A surge in nickel prices in March threatened to topple a London Metal Exchange entity designed to keep troubles in a single market from infecting the financial system, according to the fullest accounting to date of a crisis that has shaken confidence the 145-year-old venue.
LME’s clearing house faced a $2.6bn loss in early March when the price of nickel jumped more than 200 per cent in a single day, while a stability fund that provides a further layer of protection would have been nearly wiped out, legal filings published this week show. The disclosures shine light on why senior executives made the highly irregular decision to halt trading and cancel billions of dollars of deals in a fraught period on March 8.
The group’s filings came as it combats a $470mn legal challenge launched by US hedge fund Elliott Management and Jane Street. The LME, which is owned by Hong Kong Exchanges and Clearing, has been accused of failing to perform its regulatory duty when it cancelled the trades.
Prices for nickel, used in steelmaking and electric car batteries, surged 230 per cent in a day, leaving LME members potentially needing to kick in $20bn in margin payments, cash required for trading. That was 10 times higher than the previous record of March 4 and a level that threatened to tip it and its members into a “death spiral”. At the centre of the chaos was a huge bet on falling prices made by Chinese steel producer Tsingshan, which was upended by the big move higher in prices.
The LME said it was forced into its emergency measures as up to seven of its members could have defaulted on payments due to its clearing house if it had let eight hours’ worth of trades stand.
But the legal filing also underscored that the LME’s own clearing house, set up to protect the market against defaults, was also in severe danger, with the LME potentially unable to trade other metals and posing “a significant systemic risk to the wider financial system”, it said. The LME declined to comment further.
A clearing house stands between two parties in a trade and helps prevent a default from cascading through the market.
The LME had concerns about the market the day before the main incident on March 8. On March 7, surging prices forced it to make an unprecedented nine intraday calls for more margin, totalling $7bn.
An internal meeting at 1.45pm London time on March 7 decided the clearing house would not ask for any more margin calls, which it admitted was “extremely unusual and a departure from internal policy”. The market did not close until 7pm.

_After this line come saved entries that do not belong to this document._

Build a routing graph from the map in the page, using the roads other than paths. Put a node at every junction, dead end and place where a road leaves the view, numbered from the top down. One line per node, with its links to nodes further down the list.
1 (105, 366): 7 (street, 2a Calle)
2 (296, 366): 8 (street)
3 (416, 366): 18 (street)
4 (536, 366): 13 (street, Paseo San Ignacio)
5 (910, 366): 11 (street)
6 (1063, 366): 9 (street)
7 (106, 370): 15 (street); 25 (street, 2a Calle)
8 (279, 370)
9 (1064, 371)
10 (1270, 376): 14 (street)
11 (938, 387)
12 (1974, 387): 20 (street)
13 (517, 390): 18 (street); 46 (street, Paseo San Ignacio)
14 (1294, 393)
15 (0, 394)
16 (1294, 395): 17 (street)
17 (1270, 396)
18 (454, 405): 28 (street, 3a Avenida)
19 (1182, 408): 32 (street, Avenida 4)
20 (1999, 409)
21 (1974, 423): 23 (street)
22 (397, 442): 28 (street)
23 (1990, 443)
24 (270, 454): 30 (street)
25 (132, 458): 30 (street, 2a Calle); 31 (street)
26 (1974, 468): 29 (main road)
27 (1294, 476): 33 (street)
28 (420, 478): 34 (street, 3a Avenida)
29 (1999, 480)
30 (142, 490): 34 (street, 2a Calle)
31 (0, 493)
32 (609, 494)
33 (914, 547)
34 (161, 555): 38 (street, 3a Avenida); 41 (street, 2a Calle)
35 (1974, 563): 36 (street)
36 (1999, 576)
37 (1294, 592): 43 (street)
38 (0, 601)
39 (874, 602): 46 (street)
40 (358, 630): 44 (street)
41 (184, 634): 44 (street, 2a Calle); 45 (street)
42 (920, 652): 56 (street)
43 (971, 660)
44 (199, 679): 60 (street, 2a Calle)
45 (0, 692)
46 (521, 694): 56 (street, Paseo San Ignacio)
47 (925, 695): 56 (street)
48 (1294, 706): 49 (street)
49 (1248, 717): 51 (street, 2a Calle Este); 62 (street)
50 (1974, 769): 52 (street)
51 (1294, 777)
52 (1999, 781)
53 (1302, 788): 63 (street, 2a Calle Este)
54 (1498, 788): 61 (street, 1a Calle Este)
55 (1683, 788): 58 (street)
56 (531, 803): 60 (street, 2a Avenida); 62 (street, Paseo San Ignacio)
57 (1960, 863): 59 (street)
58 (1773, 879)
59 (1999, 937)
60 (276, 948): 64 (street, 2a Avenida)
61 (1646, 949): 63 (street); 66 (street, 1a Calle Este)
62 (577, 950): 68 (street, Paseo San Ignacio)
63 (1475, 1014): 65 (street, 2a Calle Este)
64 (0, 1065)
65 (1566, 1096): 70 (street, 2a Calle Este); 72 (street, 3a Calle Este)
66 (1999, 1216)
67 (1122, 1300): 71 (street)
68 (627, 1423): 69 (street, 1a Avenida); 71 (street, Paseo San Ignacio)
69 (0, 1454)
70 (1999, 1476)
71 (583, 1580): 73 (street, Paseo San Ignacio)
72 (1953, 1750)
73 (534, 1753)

Adrian Farnham, then chief executive of the clearing house, stated that the measure was “no more than a temporary stop-gap and was not sustainable beyond the end of the day: LME Clear could not continue to be under-collateralised against member default”, the filing said.
UK rules mandate that clearing houses must measure their liquidity and credit exposures to their members on “a near to real-time basis”.
Matthew Chamberlain, LME chief executive, stated that at the end of the day, in his view, the market remained orderly as traders tried to reprice assets in the wake of Russia’s invasion of Ukraine and the imposition of sanctions.
Prices surged again on March 8, pushing up margin calls, with the LME later estimating that seven members could have defaulted. If that had happened the LME would have been forced to take on the short positions of the defaulting members, it said. The positions, if sold at prevailing market prices, would have resulted in a loss of $2.6bn for the exchange.
But the LME said the size of losses would have eaten up both the clearing house default fund that protects the market as a whole against a sudden collapse of one of its members, and the clearer’s own funds that are used as a backstop, and still left a shortfall of $220mn.
The clearing house would have needed to ask its members for at least $1.2bn as soon as possible, and to find fresh funds of its own. If more members defaulted on nickel trade payments it could have cost the LME an extra $170mn and required it to take on thousands of short positions in other metals markets.
The LME insisted in the court documents that its decision to cancel trades was based on the need to maintain an orderly market and its regulatory objectives, denying that it was influenced by LME Clear’s exposure.
Sarah Taylor, a partner at HFW, a law firm, said the severity of the potential ramifications for the metals market could favour LME’s defence that it was motivated to comply with the regulatory obligation for its clearing house to remain fully collateralised.
“This potentially does provide an answer to Jane Street’s claim,” she said. “If the LME can establish that its regulatory obligations would have been breached had it not cancelled the [March 8] trades, it will be difficult for the claimants to show that this was an unreasonable decision.”
The Financial Conduct Authority and the Bank of England, the LME’s main regulators, are conducting a review into the LME’s handling of the incident. Consultants Oliver Wyman are also leading an independent review into the circumstances leading up to the nickel market squeeze. The report is due by the end of the year.
Colin Hamilton, managing director of commodities research at BMO, said the detailed defence provided further details on how severe the crisis, sparked off by the niche nickel market of approximately 3mn tonnes per annum, could have been.
“The fact that a market so small could cause severe financial strain will undoubtedly catch the eye of the regulators,” he said.